2.2. Construct a least favorable parametric model

\{P_{n,\epsilon}^{m}:\epsilon\}

through

P_{n}^{m}

defined as follows:

P_{n,\epsilon}^{m}=C(P_{n}^{m},\epsilon)(1+\epsilon D^{*}_{\Phi_{I}}(P_{n}^{m}))P_{n}^{m},

(16)

where

C(P,\epsilon)=\frac{1}{\sum_{b\neq 0}(1+\epsilon D^{*}_{\Phi_{I}}(P(b)))P(b)},

2.3. calculate

\epsilon^{m}_{n}=argmax_{\epsilon}\frac{1}{n}\sum_{b\neq 0}log(P_{n,\epsilon}^{m}),

where

\epsilon\in[l_{\epsilon},u_{\epsilon}]

2.4.

m\leftarrow m+1

, and update

P_{n}^{m}\leftarrow P_{n,\epsilon^{m}_{n}}^{m}

end while

3. Denote

P_{n}^{*}=P_{n}^{m}

in the final iteration

m

. Calculate TMLE

\Psi_{n}(P_{n}^{*})

using equation 7, and its efficient influence function

D_{\Phi_{I}}^{*}(P_{n}^{*})

using equation 13.

Result: TMLE

\Psi_{n}(P_{n}^{*})

and efficient influence function

D_{\Phi_{I}}^{*}(P_{n}^{*})

Algorithm 2 Targeted maximum likelihood estimation(TMLE) update procedure

The proof of the asymptotic efficiency of TMLE is provided in appendix section 9.6.

5 Simulations

In this section, we show the performance of all the estimators given that their identification assumptions (linear and non-linear constraints) hold true. The estimand $\Psi_{f}(P)$ and $\Psi_{\Phi}(P)$ refer to the probability of an individual being captured at least once under the linear constraint $f$ or non-linear constraint $\Phi$ . In subsection 5.1, the linear constraint $\Phi_{f}$ is defined in equation 2, the corresponding estimand (equation 11)

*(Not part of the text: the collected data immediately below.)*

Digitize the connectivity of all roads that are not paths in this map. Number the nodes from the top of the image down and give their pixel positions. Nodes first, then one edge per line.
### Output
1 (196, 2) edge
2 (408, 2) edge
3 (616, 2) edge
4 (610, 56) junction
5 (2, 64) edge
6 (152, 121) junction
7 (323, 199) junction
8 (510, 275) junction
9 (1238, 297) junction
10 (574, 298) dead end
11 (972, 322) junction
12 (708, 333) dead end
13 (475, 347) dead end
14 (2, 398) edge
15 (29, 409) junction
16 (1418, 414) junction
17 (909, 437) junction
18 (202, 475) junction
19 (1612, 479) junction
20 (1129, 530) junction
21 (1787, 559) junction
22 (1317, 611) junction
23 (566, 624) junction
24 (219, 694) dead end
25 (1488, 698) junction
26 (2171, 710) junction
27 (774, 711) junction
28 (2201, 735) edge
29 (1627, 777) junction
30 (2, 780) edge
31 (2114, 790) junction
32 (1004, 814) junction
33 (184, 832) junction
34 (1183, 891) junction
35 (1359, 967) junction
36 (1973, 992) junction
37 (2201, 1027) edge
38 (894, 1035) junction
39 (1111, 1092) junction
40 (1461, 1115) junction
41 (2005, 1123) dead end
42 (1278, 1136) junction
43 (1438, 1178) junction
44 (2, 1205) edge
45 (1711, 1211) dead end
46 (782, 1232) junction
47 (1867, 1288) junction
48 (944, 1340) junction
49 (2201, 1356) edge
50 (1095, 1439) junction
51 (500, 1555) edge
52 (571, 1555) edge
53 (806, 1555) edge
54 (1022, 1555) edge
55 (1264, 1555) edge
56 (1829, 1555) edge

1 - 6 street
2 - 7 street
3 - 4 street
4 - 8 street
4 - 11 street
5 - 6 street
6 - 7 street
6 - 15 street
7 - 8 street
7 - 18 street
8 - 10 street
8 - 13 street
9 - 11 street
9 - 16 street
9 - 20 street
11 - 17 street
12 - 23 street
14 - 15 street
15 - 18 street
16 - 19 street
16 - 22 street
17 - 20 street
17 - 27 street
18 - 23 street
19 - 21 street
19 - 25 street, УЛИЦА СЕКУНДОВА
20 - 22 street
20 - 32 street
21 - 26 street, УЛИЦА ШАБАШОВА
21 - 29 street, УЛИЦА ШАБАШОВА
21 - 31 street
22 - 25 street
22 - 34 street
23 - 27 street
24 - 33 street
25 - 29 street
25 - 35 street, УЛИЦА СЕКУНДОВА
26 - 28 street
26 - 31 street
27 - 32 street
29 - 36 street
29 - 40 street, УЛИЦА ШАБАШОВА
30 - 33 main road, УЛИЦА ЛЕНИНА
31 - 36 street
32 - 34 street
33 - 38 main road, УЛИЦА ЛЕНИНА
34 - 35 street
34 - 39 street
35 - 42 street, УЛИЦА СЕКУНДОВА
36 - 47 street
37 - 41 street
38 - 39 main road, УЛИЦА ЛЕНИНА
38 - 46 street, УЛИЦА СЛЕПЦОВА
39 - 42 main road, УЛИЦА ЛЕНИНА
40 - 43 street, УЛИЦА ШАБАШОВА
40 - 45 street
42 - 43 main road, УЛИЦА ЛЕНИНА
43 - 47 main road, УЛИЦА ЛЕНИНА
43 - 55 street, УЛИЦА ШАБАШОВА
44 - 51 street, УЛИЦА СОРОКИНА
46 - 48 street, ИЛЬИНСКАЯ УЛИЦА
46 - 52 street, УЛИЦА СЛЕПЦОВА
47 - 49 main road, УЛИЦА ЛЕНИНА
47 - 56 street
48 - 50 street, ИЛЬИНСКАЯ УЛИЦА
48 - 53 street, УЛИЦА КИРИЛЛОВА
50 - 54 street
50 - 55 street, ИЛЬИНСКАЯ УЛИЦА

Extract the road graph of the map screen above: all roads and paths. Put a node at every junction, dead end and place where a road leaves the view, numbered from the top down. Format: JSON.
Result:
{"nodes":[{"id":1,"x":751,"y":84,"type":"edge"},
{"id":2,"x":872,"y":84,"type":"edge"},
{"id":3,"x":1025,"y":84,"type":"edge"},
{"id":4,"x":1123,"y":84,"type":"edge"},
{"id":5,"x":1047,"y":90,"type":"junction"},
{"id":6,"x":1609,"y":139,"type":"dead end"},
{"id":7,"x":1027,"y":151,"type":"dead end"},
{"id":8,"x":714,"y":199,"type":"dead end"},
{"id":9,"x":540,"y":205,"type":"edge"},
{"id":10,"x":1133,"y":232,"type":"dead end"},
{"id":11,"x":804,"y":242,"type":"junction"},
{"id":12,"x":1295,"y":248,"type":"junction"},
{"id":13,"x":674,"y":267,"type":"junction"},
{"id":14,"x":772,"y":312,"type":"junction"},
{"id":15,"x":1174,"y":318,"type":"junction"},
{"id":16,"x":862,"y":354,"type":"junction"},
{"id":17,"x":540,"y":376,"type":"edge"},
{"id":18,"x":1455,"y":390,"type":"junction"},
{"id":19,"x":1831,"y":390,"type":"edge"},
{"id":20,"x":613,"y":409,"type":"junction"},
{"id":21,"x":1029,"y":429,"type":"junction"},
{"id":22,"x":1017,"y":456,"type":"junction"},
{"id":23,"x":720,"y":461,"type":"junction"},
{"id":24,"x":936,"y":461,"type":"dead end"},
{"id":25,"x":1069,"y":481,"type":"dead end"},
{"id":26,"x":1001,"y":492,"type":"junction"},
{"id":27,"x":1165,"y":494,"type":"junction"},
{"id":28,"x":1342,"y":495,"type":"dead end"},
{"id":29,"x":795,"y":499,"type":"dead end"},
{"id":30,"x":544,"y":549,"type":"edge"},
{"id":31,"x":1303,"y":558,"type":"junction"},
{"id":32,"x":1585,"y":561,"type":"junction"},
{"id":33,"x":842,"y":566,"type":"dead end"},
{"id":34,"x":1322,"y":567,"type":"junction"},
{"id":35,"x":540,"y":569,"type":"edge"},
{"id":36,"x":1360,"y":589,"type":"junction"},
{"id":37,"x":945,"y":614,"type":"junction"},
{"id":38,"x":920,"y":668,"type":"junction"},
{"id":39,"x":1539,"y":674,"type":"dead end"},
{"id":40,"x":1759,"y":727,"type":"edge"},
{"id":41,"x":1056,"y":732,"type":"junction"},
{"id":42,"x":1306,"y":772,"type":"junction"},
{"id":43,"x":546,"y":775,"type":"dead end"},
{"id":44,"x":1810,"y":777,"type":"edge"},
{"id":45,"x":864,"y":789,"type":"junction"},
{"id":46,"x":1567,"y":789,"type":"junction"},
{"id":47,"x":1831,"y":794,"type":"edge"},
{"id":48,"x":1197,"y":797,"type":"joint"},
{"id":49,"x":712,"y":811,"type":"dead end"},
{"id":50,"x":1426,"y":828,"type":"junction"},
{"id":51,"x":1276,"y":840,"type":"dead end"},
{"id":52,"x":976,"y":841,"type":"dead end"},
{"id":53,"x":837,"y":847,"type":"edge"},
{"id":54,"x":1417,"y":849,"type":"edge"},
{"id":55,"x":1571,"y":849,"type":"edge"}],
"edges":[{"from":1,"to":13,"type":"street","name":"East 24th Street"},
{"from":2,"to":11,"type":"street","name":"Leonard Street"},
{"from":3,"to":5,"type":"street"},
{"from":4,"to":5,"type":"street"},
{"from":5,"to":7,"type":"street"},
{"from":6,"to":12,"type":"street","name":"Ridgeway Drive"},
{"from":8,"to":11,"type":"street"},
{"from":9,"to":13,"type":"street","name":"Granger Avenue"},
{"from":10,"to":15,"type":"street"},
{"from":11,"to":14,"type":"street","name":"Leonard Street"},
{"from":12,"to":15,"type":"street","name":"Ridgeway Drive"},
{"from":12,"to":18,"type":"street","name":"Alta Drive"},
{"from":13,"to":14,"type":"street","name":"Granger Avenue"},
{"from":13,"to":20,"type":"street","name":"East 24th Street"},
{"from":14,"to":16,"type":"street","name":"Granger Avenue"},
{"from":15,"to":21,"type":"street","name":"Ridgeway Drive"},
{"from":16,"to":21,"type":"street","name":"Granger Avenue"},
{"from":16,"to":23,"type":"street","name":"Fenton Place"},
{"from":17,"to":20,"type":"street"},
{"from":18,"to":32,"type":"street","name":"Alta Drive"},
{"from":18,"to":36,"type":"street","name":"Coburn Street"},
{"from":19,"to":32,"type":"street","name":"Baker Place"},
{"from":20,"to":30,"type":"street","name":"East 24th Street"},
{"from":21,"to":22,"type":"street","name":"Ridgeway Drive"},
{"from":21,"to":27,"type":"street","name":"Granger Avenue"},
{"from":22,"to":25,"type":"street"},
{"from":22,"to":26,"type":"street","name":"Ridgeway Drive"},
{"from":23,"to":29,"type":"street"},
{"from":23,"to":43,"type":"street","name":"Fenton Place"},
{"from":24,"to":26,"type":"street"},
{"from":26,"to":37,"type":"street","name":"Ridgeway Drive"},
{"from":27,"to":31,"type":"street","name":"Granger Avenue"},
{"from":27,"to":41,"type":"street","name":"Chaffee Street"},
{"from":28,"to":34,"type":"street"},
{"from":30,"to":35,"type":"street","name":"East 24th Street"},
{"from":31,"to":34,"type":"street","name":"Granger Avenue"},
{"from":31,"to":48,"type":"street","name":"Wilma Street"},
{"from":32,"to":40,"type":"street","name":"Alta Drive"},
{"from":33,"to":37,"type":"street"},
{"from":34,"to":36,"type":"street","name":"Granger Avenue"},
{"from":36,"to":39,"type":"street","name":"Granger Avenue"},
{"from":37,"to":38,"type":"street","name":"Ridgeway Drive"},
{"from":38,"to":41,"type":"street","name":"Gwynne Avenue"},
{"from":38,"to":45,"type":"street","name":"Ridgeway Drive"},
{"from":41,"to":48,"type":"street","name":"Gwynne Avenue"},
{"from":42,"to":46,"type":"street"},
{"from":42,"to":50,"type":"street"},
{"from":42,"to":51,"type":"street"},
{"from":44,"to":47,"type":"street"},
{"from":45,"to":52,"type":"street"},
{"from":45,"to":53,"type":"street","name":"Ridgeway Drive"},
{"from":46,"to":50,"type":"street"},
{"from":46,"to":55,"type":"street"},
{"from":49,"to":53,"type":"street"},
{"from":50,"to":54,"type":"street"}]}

\Psi_{f}(P)=\frac{f(0)}{f(0)-Pf},

and its plug-in estimator

\Psi_{f}(P_{n})=\frac{f(0)}{f(0)-\sum_{b\not=0}f(b)P_{n}(b)},

where $P_{n}(b)$ is the empirical probability of cell $b$ . In subsection 5.2, we provide a summary of all the non-linear constraints defined by equation $\Phi$ and their corresponding estimators. In subsection 5.3, the non-linear constraint $\Phi_{I}$ is defined by the assumption in equation 2.2. The estimand (equation 7)

\Psi_{I}(P)=\frac{1}{1+\exp\left((-1)^{K+1}\sum_{b\not=0}f_{I}(b)\log P(b)\right)}.

The plug-in estimator

\Psi_{I}(P_{NP})=\frac{1}{1+\exp\left((-1)^{K+1}\sum_{b\not=0}f_{I}(b)\log P_{n}(b)\right)}.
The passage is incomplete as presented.